#### [LISTED RECORDS]
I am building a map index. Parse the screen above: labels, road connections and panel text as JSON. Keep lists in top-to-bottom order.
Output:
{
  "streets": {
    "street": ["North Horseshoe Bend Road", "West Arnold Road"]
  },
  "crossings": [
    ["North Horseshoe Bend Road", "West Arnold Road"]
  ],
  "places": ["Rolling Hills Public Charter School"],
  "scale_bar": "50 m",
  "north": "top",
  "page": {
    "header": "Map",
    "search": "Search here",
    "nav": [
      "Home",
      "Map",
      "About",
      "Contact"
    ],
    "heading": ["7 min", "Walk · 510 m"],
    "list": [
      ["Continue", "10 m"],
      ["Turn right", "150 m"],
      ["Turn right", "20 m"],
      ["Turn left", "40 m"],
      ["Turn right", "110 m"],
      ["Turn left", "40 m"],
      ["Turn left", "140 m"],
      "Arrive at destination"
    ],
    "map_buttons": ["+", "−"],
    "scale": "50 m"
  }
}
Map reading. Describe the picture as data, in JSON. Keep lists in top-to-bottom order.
==
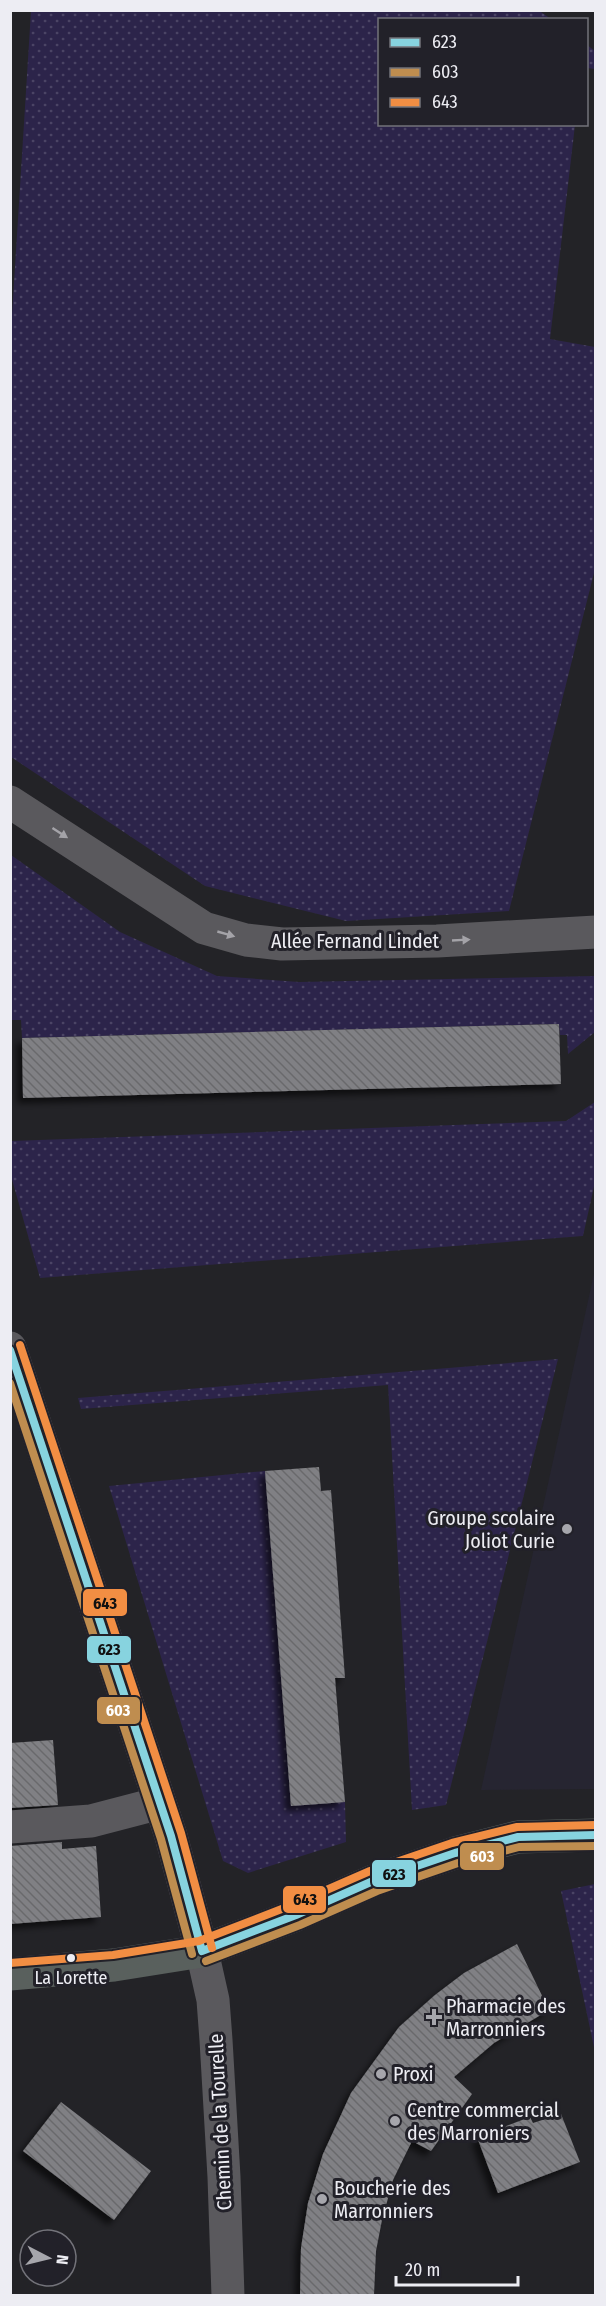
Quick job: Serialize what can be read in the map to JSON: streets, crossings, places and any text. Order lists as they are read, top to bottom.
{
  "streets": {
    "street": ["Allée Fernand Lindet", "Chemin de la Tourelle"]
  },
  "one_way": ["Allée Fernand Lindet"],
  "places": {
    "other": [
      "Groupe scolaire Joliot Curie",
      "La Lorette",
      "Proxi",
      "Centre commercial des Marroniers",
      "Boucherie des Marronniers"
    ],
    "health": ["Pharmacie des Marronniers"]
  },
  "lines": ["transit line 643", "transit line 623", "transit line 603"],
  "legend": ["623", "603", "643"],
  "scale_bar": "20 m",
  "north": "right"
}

#### [TASK BRIEF]
Check each line in the entries above for the string "Keep", then give the number of matching lines alone.

#### [ANSWER TO THIS TASK]
2